Saturday, August 02, 2008

On flawed judgment

Following up on yesterday's news that Con MP Christian Paradis' official agent Stephane Fortin has been charged with fraud, let's note how embarrassing it is that the MP who chose Fortin to run his campaign finances has since been handed a cabinet position which requires exactly the kind of attention to detail and judgment which was sorely lacking in Paradis' choice of agents.

In effect, at the time of the campaign, the only judgment which Paradis apparently had to exercise was to find a single individual to serve as his official agent. His choice was somebody who on the Cons' own terms was fired for gross incompetence, and who according to the charges now filed against him was already falsely representing himself to be a qualified lawyer within Paradis' father's firm. And it's in part because Paradis' campaign required blatant manipulation of its campaign books to make up for apparent overspending under Fortin that Conadscam now holds the potential to bring down dozens of Con MPs, candidates and agents from the 2006 election.

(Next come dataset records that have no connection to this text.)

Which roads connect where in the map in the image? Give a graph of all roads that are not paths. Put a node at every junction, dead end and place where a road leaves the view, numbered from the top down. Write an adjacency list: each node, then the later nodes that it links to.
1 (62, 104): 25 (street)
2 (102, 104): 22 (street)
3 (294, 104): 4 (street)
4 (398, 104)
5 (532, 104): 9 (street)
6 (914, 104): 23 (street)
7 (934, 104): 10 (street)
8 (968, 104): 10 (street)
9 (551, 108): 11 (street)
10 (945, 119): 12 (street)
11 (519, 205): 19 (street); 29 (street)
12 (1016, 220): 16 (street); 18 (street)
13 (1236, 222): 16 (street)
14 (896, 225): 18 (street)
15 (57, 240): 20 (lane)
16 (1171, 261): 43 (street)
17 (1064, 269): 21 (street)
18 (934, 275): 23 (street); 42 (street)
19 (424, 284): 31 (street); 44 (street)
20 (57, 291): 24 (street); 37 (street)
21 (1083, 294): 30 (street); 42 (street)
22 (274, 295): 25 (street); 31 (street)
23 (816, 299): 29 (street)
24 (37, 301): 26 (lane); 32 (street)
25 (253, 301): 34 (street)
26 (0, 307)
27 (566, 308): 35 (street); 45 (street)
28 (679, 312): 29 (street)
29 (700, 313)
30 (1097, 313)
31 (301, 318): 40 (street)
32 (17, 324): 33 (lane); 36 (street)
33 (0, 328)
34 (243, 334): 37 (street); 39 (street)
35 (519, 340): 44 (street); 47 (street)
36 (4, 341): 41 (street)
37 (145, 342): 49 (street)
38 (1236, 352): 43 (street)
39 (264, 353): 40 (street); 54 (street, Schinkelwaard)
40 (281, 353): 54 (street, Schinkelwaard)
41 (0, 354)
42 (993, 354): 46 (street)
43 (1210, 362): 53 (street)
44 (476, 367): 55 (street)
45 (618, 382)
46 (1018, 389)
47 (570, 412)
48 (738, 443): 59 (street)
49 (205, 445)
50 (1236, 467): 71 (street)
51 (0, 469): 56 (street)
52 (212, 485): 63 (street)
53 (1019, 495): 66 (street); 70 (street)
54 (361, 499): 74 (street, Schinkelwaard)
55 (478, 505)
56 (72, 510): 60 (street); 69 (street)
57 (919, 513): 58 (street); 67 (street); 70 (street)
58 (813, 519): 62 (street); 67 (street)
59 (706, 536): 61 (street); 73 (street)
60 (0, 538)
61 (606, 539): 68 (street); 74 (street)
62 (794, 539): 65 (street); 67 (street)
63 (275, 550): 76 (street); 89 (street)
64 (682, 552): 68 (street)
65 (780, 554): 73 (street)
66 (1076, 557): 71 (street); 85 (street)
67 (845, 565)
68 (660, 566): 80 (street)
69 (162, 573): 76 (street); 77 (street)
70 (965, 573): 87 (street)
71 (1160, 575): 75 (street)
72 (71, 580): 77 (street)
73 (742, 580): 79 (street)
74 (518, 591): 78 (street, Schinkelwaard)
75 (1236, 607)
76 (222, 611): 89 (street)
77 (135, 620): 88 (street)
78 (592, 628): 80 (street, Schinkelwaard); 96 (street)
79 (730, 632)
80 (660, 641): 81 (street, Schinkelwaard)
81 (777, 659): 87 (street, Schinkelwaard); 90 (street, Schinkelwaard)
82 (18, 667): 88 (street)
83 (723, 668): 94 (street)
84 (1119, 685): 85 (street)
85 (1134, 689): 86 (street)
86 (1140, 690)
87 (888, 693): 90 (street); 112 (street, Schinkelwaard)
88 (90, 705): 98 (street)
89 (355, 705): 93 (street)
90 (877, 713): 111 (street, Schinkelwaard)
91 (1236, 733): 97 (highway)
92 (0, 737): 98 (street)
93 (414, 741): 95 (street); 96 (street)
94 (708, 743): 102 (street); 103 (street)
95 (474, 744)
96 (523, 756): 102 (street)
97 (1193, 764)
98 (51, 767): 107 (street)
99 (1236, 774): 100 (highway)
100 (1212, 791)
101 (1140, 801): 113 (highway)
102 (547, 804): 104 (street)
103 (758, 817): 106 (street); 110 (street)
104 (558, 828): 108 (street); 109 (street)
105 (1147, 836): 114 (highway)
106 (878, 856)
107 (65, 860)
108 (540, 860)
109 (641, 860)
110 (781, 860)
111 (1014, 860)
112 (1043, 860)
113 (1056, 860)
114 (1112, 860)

For most of us, that kind of track record of decision-making would demand some serious explanation before a person would be allowed to decide anything more important than whether to order soup or salad with a restaurant meal. But in the Cons' desperation to find somebody from Quebec to replace Maxime Bernier in cabinet, they instead decided to hand Paradis responsibility for a department which proudly proclaims that it handles more than $1.3 trillion in cash flow each year. And all this despite what one can only assume to be full knowledge of Fortin's failings in the election campaign, and at least some knowledge of his problems with at least Paradis' father's law firm even as he was trusted with campaign funds.

Needless to say, if a single decision of Paradis' in his ministerial role proves anywhere near as disastrous as his choice of official agents, the result could be catastrophic for Canada as a whole, not only the Cons as a government. And whether the Cons' choice to put Canada's public works in his hands was based more on a genuine belief that the rest of their caucus was even more flawed or a bare political calculation that location matters more than competence, the result should have Canadians eager to take decision-making power out of the hands of Paradis and his party.